Re: Restricting an aggregate engine to a substring or mention

2014-06-25 Thread Richard Eckart de Castilho
Hi Armin,

how would you do the last step: telling the nested AE to process only the 
mentions of the segment type? 

As far as I can see, it again boils down to the point that the 
SegmentProcessingAE would internally create one or more new CASes or view, pass 
those to the nested AE, and then would have to merge the results produced by 
the nested AE back into the original CAS.

Cheers,

-- Richard

On 23.06.2014, at 08:53, armin.weg...@bka.bund.de wrote:

 Hello!
 
 I've got another maybe not so good idea. Why not pass an aggregate analysis 
 engine as a parameter? First, build an aggregate analysis engine the usual 
 way. Second, serialize it to an XML-string. Third, pass that string to the 
 SegmentProcessingAE as String parameter together with another parameter 
 denoting the segment types. Fourth, deserialize the aggregate engine. Last, 
 Iterate over all mentions of the segment type and process each segment with 
 the aggregate engine. Does this work?
 
 What do you think?
 
 Armin



RE: Restricting a aggregate engine to a substring or mention

2014-06-20 Thread Oliver Christ
Hi Armin, 

I'm not aware of a generic mechanism to restrict an AN's scope of processing, 
but I'm very new to UIMA. 

It seems that Petr's approach does address the general case though: if some AE 
doesn't support zones, create a new view containing just the content you want 
to have processed, and run the AE on that view.

Cheers, Oli

-Original Message-
From: armin.weg...@bka.bund.de [mailto:armin.weg...@bka.bund.de] 
Sent: Friday, June 20, 2014 4:12 AM
To: user@uima.apache.org
Subject: AW: Restricting a aggregate engine to a substring or mention

Hi Oli!

If I get it right, the ability for restricting processing to mentions of given 
types is inherited from a base class.

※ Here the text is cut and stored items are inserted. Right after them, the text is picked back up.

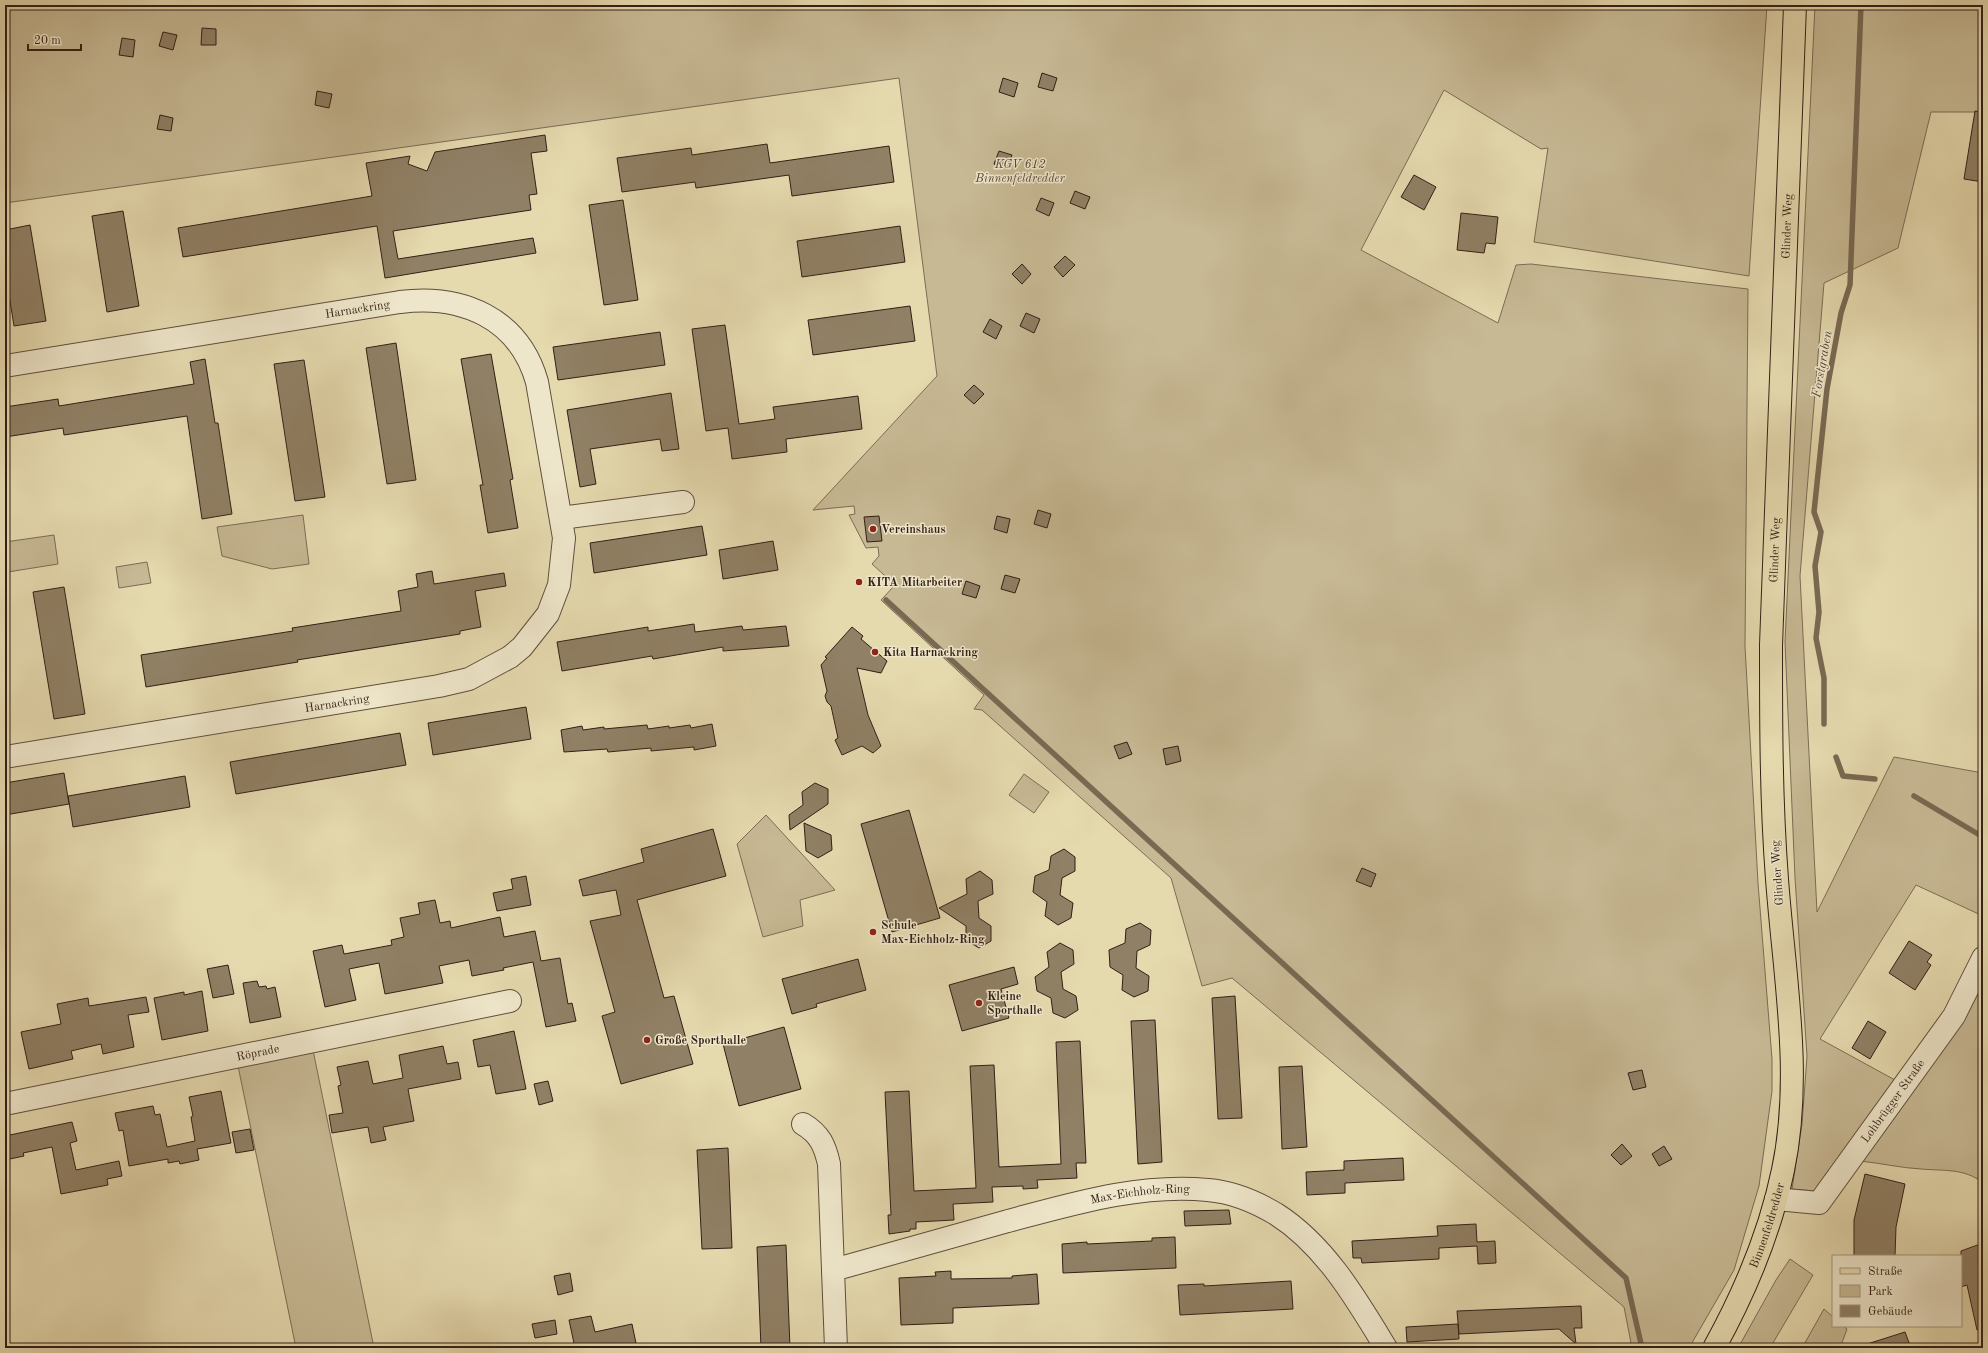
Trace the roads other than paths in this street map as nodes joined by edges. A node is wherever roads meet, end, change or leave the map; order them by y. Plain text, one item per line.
1 (1795, 5) edge
2 (5, 366) edge
3 (651, 488) dead end
4 (683, 502) dead end
5 (622, 510) junction
6 (561, 518) junction
7 (5, 757) edge
8 (1983, 958) edge
9 (510, 1001) dead end
10 (1791, 1094) joint
11 (5, 1104) edge
12 (803, 1124) dead end
13 (1776, 1199) junction
14 (834, 1270) junction
15 (836, 1348) edge
16 (1386, 1348) edge
17 (1714, 1348) edge

1 - 10 main road, Glinder Weg
2 - 6 street, Harnackring
3 - 5 street
4 - 5 street
5 - 6 street
6 - 7 street, Harnackring
8 - 13 street, Lohbrügger Straße
9 - 11 street, Röprade
10 - 13 main road, Binnenfeldredder
12 - 14 street
13 - 17 main road, Binnenfeldredder
14 - 15 street
14 - 16 street, Max-Eichholz-Ring

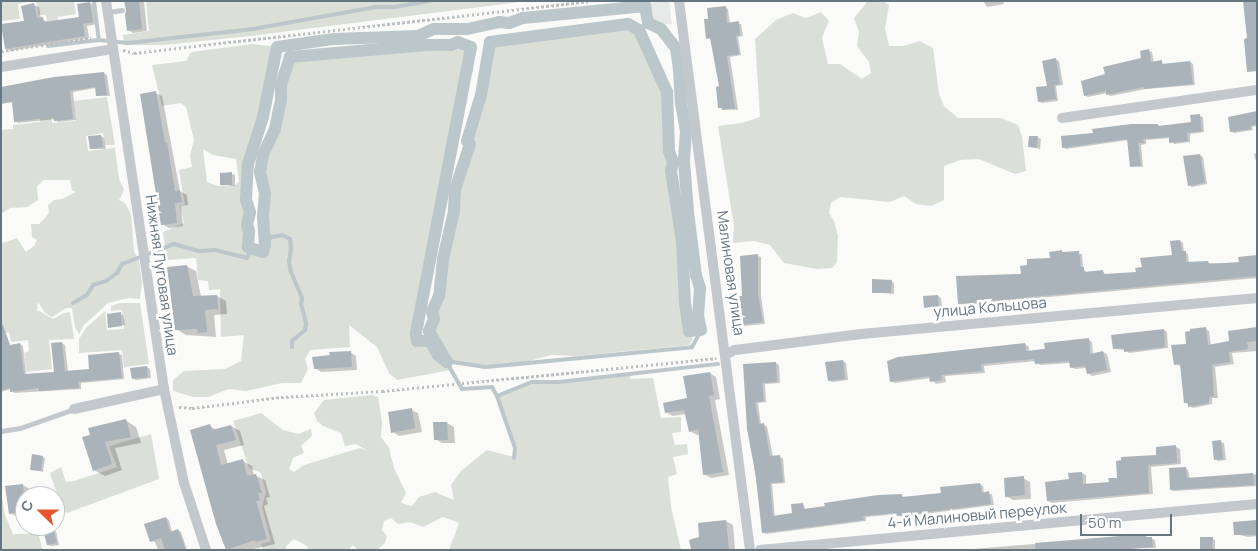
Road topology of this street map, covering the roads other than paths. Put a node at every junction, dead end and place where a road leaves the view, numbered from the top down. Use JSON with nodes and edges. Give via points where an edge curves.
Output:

So every analysis engine that should do 
this, must inherit from that base clase. Sure, that's one way of doing it. But 
it's part of the analysis engine.

Thanks,
Armin

-Ursprüngliche Nachricht-
Von: Oliver Christ [mailto:ochr...@ebsco.com]
Gesendet: Dienstag, 17. Juni 2014 20:48
An: user@uima.apache.org
Betreff: RE: Restricting a aggregate engine to a substring or mention

dkpro-core's BreakIteratorSegmenter (rather: its base class) takes the same 
approach. It allows you to specify that segmentation should occur within 
zones, defined by some other annotation type.

https://code.google.com/p/dkpro-core-asl/source/browse/de.tudarmstadt.ukp.dkpro.core-asl/trunk/de.tudarmstadt.ukp.dkpro.core.api.segmentation-asl/src/main/java/de/tudarmstadt/ukp/dkpro/core/api/segmentation/SegmenterBase.java


Usage:

pipeline.add(createEngineDescription(BreakIteratorSegmenter.class,
BreakIteratorSegmenter.PARAM_ZONE_TYPES, new String[] { 
MyZoneAnnotation.class.getName() }));

Cheers, Oli

-Original Message-
From: Thomas Ginter [mailto:thomas.gin...@utah.edu]
Sent: Tuesday, June 17, 2014 2:20 PM
To: user@uima.apache.org
Subject: Re: Restricting a aggregate engine to a substring or mention

We do this by having a parameter for some of our standard annotators, like our 
RegexAnnotator, that allows the user to specify an annotation type.  If a type 
is specified then the operations of the annotator are restricted to the covered 
text of the annotation type instances specified.  If no annotation type is 
provided then the entire document is assumed.  In that way we can have 
annotators that perform some logic to find the regions of interest and then the 
subsequent annotators only operate on those regions.

Thanks,

Thomas Ginter
801-448-7676
thomas.gin...@utah.edu




On Jun 12, 2014, at 4:00 AM, Dr. Armin Wegner arminweg...@googlemail.com 
wrote:

 Hello!
 
 Is there an UIMA component which restricts an aggregated analysis 
 engine to a substring of the document text or to mentions of a given 
 annotation type? That is, is there a UIMA aquivalent to GATE's Segment 
 Processing PR?
 
 Thanks,
 Armin



Re: Restricting a aggregate engine to a substring or mention

2014-06-17 Thread Marshall Schor
One other thought (probably not well-formed...):

You could use 1 CAS, but multiple views.

Each view can have its own subject-of-analysis.  This might not work for you,
though, as you might want the original subject-of-analysis in order to preserve
the offset values for annotations' begin and end features.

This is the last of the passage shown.